Top of Data records
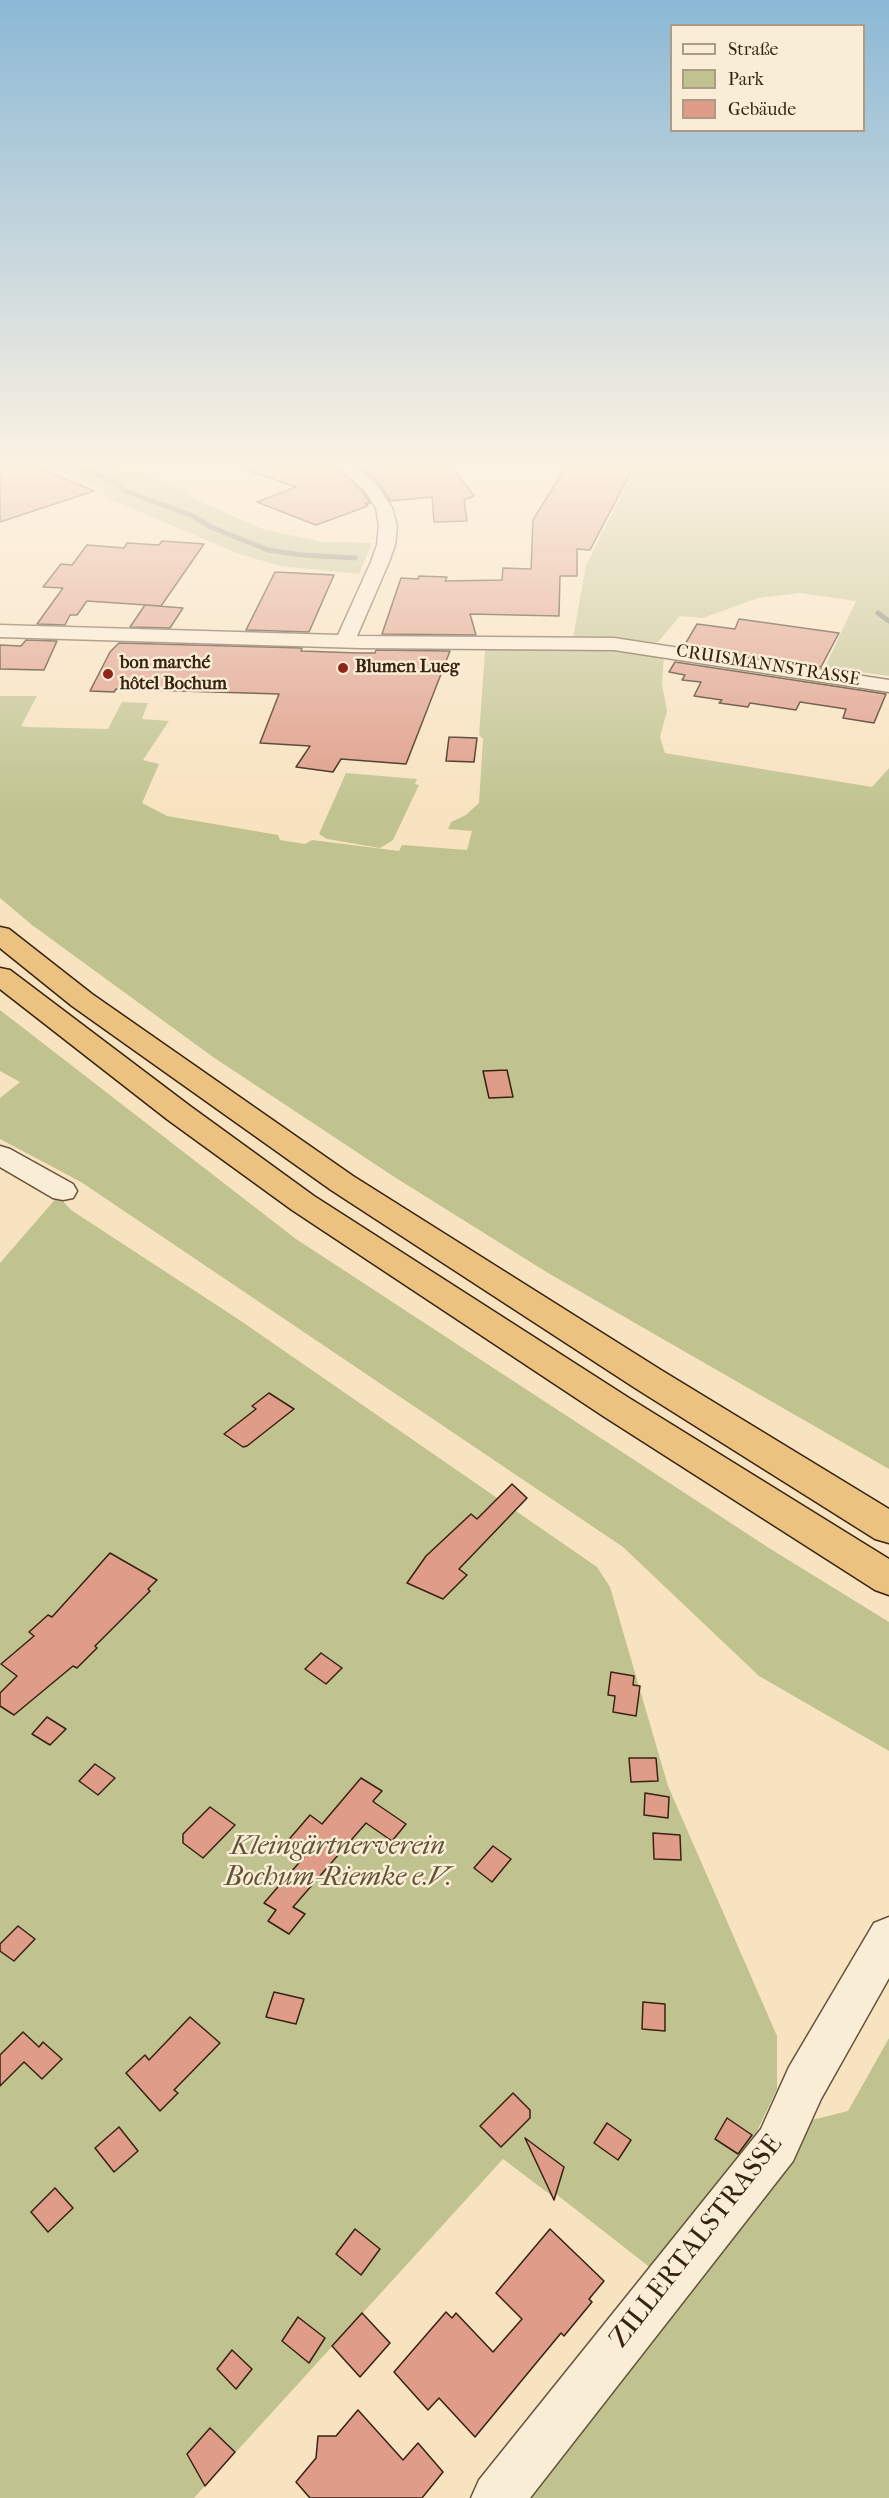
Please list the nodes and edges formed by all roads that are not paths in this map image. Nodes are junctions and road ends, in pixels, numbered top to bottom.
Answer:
1 (371, 582) edge
2 (0, 631) edge
3 (345, 641) junction
4 (889, 686) edge
5 (0, 935) edge
6 (0, 976) edge
7 (0, 1155) edge
8 (63, 1191) dead end
9 (889, 1528) edge
10 (889, 1579) edge
11 (889, 1937) edge
12 (496, 2498) edge

1 - 3 street
2 - 3 street, CRUISMANNSTRASSE
3 - 4 street, CRUISMANNSTRASSE
5 - 9 highway
6 - 10 highway
7 - 8 street
11 - 12 street, ZILLERTALSTRASSE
Bottom of Data records
Assignment = Strip out the images, then output the records above word for word.

Response to this exercise =
Please list the nodes and edges formed by all roads that are not paths in this map image. Nodes are junctions and road ends, in pixels, numbered top to bottom.
Answer:
1 (371, 582) edge
2 (0, 631) edge
3 (345, 641) junction
4 (889, 686) edge
5 (0, 935) edge
6 (0, 976) edge
7 (0, 1155) edge
8 (63, 1191) dead end
9 (889, 1528) edge
10 (889, 1579) edge
11 (889, 1937) edge
12 (496, 2498) edge

1 - 3 street
2 - 3 street, CRUISMANNSTRASSE
3 - 4 street, CRUISMANNSTRASSE
5 - 9 highway
6 - 10 highway
7 - 8 street
11 - 12 street, ZILLERTALSTRASSE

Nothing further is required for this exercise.